┌──

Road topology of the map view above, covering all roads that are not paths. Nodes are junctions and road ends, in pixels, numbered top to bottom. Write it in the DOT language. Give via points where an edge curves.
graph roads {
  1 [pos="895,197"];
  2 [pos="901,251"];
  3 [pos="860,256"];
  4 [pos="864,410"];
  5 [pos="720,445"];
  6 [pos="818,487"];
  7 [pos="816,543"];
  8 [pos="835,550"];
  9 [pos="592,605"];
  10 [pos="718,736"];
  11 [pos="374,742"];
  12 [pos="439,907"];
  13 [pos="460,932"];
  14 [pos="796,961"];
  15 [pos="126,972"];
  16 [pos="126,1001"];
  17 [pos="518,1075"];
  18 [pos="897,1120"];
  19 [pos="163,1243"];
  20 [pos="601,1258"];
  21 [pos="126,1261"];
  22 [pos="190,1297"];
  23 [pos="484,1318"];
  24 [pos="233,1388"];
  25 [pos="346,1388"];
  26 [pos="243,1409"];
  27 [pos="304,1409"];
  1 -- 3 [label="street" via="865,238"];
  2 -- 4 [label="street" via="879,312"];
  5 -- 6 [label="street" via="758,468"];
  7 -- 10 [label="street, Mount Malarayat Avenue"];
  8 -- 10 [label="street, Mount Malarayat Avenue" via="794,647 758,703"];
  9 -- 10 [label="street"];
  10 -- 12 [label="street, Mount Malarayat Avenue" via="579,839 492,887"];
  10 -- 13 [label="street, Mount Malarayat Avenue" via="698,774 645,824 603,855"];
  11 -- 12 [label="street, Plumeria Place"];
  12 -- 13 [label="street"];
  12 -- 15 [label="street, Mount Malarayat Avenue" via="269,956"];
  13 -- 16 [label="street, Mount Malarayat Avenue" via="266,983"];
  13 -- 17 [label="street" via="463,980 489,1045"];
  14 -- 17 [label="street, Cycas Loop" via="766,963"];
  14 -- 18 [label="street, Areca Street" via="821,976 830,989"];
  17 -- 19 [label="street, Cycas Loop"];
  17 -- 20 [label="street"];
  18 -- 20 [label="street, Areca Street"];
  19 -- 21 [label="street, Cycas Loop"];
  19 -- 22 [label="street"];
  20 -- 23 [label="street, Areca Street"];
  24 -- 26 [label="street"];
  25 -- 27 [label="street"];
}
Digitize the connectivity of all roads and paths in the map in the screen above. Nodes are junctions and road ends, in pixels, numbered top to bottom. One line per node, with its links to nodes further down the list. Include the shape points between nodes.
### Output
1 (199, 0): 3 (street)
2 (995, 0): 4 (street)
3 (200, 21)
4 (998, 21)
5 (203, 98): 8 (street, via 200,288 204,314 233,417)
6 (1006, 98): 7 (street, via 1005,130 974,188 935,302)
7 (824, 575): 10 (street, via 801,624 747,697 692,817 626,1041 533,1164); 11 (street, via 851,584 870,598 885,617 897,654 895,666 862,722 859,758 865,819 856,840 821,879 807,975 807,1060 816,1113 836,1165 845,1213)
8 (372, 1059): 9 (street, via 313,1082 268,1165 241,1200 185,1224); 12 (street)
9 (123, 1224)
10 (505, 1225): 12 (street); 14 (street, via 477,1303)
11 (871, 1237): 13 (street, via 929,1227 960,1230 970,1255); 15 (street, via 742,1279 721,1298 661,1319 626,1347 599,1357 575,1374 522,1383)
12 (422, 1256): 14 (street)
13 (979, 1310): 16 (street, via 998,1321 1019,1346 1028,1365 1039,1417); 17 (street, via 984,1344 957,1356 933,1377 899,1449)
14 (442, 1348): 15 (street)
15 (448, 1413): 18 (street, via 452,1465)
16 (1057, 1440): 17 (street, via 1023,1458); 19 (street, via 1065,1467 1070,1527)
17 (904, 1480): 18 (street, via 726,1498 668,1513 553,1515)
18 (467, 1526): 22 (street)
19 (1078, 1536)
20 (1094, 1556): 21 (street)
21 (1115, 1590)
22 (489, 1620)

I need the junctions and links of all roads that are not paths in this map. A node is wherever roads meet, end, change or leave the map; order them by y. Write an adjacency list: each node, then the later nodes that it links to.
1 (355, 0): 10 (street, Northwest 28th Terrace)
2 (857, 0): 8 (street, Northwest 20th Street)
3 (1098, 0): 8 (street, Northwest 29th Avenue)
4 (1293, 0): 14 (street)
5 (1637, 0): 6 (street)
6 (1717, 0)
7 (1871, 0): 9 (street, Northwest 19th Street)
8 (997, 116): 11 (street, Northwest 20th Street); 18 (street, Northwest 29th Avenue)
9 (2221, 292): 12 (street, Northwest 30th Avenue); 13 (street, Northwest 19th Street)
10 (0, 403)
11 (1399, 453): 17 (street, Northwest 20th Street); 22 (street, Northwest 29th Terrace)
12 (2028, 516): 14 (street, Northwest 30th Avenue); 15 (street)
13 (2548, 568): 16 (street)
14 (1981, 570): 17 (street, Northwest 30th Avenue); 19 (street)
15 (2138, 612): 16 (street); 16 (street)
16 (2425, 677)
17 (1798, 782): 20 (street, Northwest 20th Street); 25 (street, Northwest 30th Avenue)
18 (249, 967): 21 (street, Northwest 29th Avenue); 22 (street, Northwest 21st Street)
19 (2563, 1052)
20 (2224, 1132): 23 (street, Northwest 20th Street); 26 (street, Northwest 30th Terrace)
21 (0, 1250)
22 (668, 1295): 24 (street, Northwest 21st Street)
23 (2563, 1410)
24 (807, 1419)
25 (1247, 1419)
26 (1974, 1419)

└──

**Aim of the task**.
Retype every entry, keeping each character as it was.

**Answer area**.
Road topology of the map view above, covering all roads that are not paths. Nodes are junctions and road ends, in pixels, numbered top to bottom. Write it in the DOT language. Give via points where an edge curves.
graph roads {
  1 [pos="895,197"];
  2 [pos="901,251"];
  3 [pos="860,256"];
  4 [pos="864,410"];
  5 [pos="720,445"];
  6 [pos="818,487"];
  7 [pos="816,543"];
  8 [pos="835,550"];
  9 [pos="592,605"];
  10 [pos="718,736"];
  11 [pos="374,742"];
  12 [pos="439,907"];
  13 [pos="460,932"];
  14 [pos="796,961"];
  15 [pos="126,972"];
  16 [pos="126,1001"];
  17 [pos="518,1075"];
  18 [pos="897,1120"];
  19 [pos="163,1243"];
  20 [pos="601,1258"];
  21 [pos="126,1261"];
  22 [pos="190,1297"];
  23 [pos="484,1318"];
  24 [pos="233,1388"];
  25 [pos="346,1388"];
  26 [pos="243,1409"];
  27 [pos="304,1409"];
  1 -- 3 [label="street" via="865,238"];
  2 -- 4 [label="street" via="879,312"];
  5 -- 6 [label="street" via="758,468"];
  7 -- 10 [label="street, Mount Malarayat Avenue"];
  8 -- 10 [label="street, Mount Malarayat Avenue" via="794,647 758,703"];
  9 -- 10 [label="street"];
  10 -- 12 [label="street, Mount Malarayat Avenue" via="579,839 492,887"];
  10 -- 13 [label="street, Mount Malarayat Avenue" via="698,774 645,824 603,855"];
  11 -- 12 [label="street, Plumeria Place"];
  12 -- 13 [label="street"];
  12 -- 15 [label="street, Mount Malarayat Avenue" via="269,956"];
  13 -- 16 [label="street, Mount Malarayat Avenue" via="266,983"];
  13 -- 17 [label="street" via="463,980 489,1045"];
  14 -- 17 [label="street, Cycas Loop" via="766,963"];
  14 -- 18 [label="street, Areca Street" via="821,976 830,989"];
  17 -- 19 [label="street, Cycas Loop"];
  17 -- 20 [label="street"];
  18 -- 20 [label="street, Areca Street"];
  19 -- 21 [label="street, Cycas Loop"];
  19 -- 22 [label="street"];
  20 -- 23 [label="street, Areca Street"];
  24 -- 26 [label="street"];
  25 -- 27 [label="street"];
}
Digitize the connectivity of all roads and paths in the map in the screen above. Nodes are junctions and road ends, in pixels, numbered top to bottom. One line per node, with its links to nodes further down the list. Include the shape points between nodes.
### Output
1 (199, 0): 3 (street)
2 (995, 0): 4 (street)
3 (200, 21)
4 (998, 21)
5 (203, 98): 8 (street, via 200,288 204,314 233,417)
6 (1006, 98): 7 (street, via 1005,130 974,188 935,302)
7 (824, 575): 10 (street, via 801,624 747,697 692,817 626,1041 533,1164); 11 (street, via 851,584 870,598 885,617 897,654 895,666 862,722 859,758 865,819 856,840 821,879 807,975 807,1060 816,1113 836,1165 845,1213)
8 (372, 1059): 9 (street, via 313,1082 268,1165 241,1200 185,1224); 12 (street)
9 (123, 1224)
10 (505, 1225): 12 (street); 14 (street, via 477,1303)
11 (871, 1237): 13 (street, via 929,1227 960,1230 970,1255); 15 (street, via 742,1279 721,1298 661,1319 626,1347 599,1357 575,1374 522,1383)
12 (422, 1256): 14 (street)
13 (979, 1310): 16 (street, via 998,1321 1019,1346 1028,1365 1039,1417); 17 (street, via 984,1344 957,1356 933,1377 899,1449)
14 (442, 1348): 15 (street)
15 (448, 1413): 18 (street, via 452,1465)
16 (1057, 1440): 17 (street, via 1023,1458); 19 (street, via 1065,1467 1070,1527)
17 (904, 1480): 18 (street, via 726,1498 668,1513 553,1515)
18 (467, 1526): 22 (street)
19 (1078, 1536)
20 (1094, 1556): 21 (street)
21 (1115, 1590)
22 (489, 1620)

I need the junctions and links of all roads that are not paths in this map. A node is wherever roads meet, end, change or leave the map; order them by y. Write an adjacency list: each node, then the later nodes that it links to.
1 (355, 0): 10 (street, Northwest 28th Terrace)
2 (857, 0): 8 (street, Northwest 20th Street)
3 (1098, 0): 8 (street, Northwest 29th Avenue)
4 (1293, 0): 14 (street)
5 (1637, 0): 6 (street)
6 (1717, 0)
7 (1871, 0): 9 (street, Northwest 19th Street)
8 (997, 116): 11 (street, Northwest 20th Street); 18 (street, Northwest 29th Avenue)
9 (2221, 292): 12 (street, Northwest 30th Avenue); 13 (street, Northwest 19th Street)
10 (0, 403)
11 (1399, 453): 17 (street, Northwest 20th Street); 22 (street, Northwest 29th Terrace)
12 (2028, 516): 14 (street, Northwest 30th Avenue); 15 (street)
13 (2548, 568): 16 (street)
14 (1981, 570): 17 (street, Northwest 30th Avenue); 19 (street)
15 (2138, 612): 16 (street); 16 (street)
16 (2425, 677)
17 (1798, 782): 20 (street, Northwest 20th Street); 25 (street, Northwest 30th Avenue)
18 (249, 967): 21 (street, Northwest 29th Avenue); 22 (street, Northwest 21st Street)
19 (2563, 1052)
20 (2224, 1132): 23 (street, Northwest 20th Street); 26 (street, Northwest 30th Terrace)
21 (0, 1250)
22 (668, 1295): 24 (street, Northwest 21st Street)
23 (2563, 1410)
24 (807, 1419)
25 (1247, 1419)
26 (1974, 1419)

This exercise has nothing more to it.